::: Provided entries

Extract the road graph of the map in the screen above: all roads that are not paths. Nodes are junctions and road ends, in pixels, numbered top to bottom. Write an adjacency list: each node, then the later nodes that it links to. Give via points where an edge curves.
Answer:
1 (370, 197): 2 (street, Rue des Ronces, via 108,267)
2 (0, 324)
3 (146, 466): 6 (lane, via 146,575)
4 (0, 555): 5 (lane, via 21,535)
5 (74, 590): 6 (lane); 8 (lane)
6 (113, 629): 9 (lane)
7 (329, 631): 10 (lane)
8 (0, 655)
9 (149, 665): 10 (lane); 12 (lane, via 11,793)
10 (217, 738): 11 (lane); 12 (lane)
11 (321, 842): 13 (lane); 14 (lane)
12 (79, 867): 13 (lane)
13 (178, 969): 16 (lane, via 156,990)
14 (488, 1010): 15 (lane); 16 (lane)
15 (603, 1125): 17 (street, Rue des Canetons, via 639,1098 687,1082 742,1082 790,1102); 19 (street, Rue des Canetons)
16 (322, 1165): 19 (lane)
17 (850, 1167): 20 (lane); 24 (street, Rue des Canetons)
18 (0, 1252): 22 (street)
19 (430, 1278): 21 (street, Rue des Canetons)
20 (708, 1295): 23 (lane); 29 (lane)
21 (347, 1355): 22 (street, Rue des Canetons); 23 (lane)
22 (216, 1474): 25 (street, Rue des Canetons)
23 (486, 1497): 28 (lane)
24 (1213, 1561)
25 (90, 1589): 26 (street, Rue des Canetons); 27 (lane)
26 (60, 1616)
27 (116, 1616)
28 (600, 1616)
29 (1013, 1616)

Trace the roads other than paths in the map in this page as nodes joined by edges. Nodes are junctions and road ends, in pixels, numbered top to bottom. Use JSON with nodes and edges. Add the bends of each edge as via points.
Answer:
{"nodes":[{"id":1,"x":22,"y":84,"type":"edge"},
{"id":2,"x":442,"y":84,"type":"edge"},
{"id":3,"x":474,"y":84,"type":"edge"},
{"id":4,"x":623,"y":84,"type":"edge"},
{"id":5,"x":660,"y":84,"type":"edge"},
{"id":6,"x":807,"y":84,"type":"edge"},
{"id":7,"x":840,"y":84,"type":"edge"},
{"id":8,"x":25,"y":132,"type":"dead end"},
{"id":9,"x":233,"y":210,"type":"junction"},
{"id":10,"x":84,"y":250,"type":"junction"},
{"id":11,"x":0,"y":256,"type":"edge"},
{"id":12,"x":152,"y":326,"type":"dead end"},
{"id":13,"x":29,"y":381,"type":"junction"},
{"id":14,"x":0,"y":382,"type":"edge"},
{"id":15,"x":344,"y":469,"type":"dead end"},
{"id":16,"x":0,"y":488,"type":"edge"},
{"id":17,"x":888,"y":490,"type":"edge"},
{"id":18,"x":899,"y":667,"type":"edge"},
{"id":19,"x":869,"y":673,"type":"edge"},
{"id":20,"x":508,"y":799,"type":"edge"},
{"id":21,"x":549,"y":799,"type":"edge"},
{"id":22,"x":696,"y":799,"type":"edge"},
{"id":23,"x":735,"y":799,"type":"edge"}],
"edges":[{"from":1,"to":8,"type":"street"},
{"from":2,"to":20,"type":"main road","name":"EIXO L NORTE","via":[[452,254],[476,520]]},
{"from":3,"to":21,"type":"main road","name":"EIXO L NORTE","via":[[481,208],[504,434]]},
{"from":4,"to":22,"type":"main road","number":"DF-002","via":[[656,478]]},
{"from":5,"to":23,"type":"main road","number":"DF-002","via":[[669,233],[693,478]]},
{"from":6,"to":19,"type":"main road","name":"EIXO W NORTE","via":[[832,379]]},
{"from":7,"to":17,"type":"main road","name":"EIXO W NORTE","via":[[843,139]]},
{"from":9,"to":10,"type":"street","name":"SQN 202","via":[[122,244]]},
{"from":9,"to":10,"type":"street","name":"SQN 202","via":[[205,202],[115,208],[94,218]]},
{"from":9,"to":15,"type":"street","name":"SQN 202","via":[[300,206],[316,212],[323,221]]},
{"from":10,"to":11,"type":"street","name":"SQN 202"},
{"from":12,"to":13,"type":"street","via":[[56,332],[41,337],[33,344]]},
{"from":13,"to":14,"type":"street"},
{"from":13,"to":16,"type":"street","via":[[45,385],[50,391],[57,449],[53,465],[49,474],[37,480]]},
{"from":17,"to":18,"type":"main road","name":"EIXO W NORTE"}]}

::::::

- [Exercise]: Every record must be written out again without any change.

- [Solution for this exercise]:
Extract the road graph of the map in the screen above: all roads that are not paths. Nodes are junctions and road ends, in pixels, numbered top to bottom. Write an adjacency list: each node, then the later nodes that it links to. Give via points where an edge curves.
Answer:
1 (370, 197): 2 (street, Rue des Ronces, via 108,267)
2 (0, 324)
3 (146, 466): 6 (lane, via 146,575)
4 (0, 555): 5 (lane, via 21,535)
5 (74, 590): 6 (lane); 8 (lane)
6 (113, 629): 9 (lane)
7 (329, 631): 10 (lane)
8 (0, 655)
9 (149, 665): 10 (lane); 12 (lane, via 11,793)
10 (217, 738): 11 (lane); 12 (lane)
11 (321, 842): 13 (lane); 14 (lane)
12 (79, 867): 13 (lane)
13 (178, 969): 16 (lane, via 156,990)
14 (488, 1010): 15 (lane); 16 (lane)
15 (603, 1125): 17 (street, Rue des Canetons, via 639,1098 687,1082 742,1082 790,1102); 19 (street, Rue des Canetons)
16 (322, 1165): 19 (lane)
17 (850, 1167): 20 (lane); 24 (street, Rue des Canetons)
18 (0, 1252): 22 (street)
19 (430, 1278): 21 (street, Rue des Canetons)
20 (708, 1295): 23 (lane); 29 (lane)
21 (347, 1355): 22 (street, Rue des Canetons); 23 (lane)
22 (216, 1474): 25 (street, Rue des Canetons)
23 (486, 1497): 28 (lane)
24 (1213, 1561)
25 (90, 1589): 26 (street, Rue des Canetons); 27 (lane)
26 (60, 1616)
27 (116, 1616)
28 (600, 1616)
29 (1013, 1616)

Trace the roads other than paths in the map in this page as nodes joined by edges. Nodes are junctions and road ends, in pixels, numbered top to bottom. Use JSON with nodes and edges. Add the bends of each edge as via points.
Answer:
{"nodes":[{"id":1,"x":22,"y":84,"type":"edge"},
{"id":2,"x":442,"y":84,"type":"edge"},
{"id":3,"x":474,"y":84,"type":"edge"},
{"id":4,"x":623,"y":84,"type":"edge"},
{"id":5,"x":660,"y":84,"type":"edge"},
{"id":6,"x":807,"y":84,"type":"edge"},
{"id":7,"x":840,"y":84,"type":"edge"},
{"id":8,"x":25,"y":132,"type":"dead end"},
{"id":9,"x":233,"y":210,"type":"junction"},
{"id":10,"x":84,"y":250,"type":"junction"},
{"id":11,"x":0,"y":256,"type":"edge"},
{"id":12,"x":152,"y":326,"type":"dead end"},
{"id":13,"x":29,"y":381,"type":"junction"},
{"id":14,"x":0,"y":382,"type":"edge"},
{"id":15,"x":344,"y":469,"type":"dead end"},
{"id":16,"x":0,"y":488,"type":"edge"},
{"id":17,"x":888,"y":490,"type":"edge"},
{"id":18,"x":899,"y":667,"type":"edge"},
{"id":19,"x":869,"y":673,"type":"edge"},
{"id":20,"x":508,"y":799,"type":"edge"},
{"id":21,"x":549,"y":799,"type":"edge"},
{"id":22,"x":696,"y":799,"type":"edge"},
{"id":23,"x":735,"y":799,"type":"edge"}],
"edges":[{"from":1,"to":8,"type":"street"},
{"from":2,"to":20,"type":"main road","name":"EIXO L NORTE","via":[[452,254],[476,520]]},
{"from":3,"to":21,"type":"main road","name":"EIXO L NORTE","via":[[481,208],[504,434]]},
{"from":4,"to":22,"type":"main road","number":"DF-002","via":[[656,478]]},
{"from":5,"to":23,"type":"main road","number":"DF-002","via":[[669,233],[693,478]]},
{"from":6,"to":19,"type":"main road","name":"EIXO W NORTE","via":[[832,379]]},
{"from":7,"to":17,"type":"main road","name":"EIXO W NORTE","via":[[843,139]]},
{"from":9,"to":10,"type":"street","name":"SQN 202","via":[[122,244]]},
{"from":9,"to":10,"type":"street","name":"SQN 202","via":[[205,202],[115,208],[94,218]]},
{"from":9,"to":15,"type":"street","name":"SQN 202","via":[[300,206],[316,212],[323,221]]},
{"from":10,"to":11,"type":"street","name":"SQN 202"},
{"from":12,"to":13,"type":"street","via":[[56,332],[41,337],[33,344]]},
{"from":13,"to":14,"type":"street"},
{"from":13,"to":16,"type":"street","via":[[45,385],[50,391],[57,449],[53,465],[49,474],[37,480]]},
{"from":17,"to":18,"type":"main road","name":"EIXO W NORTE"}]}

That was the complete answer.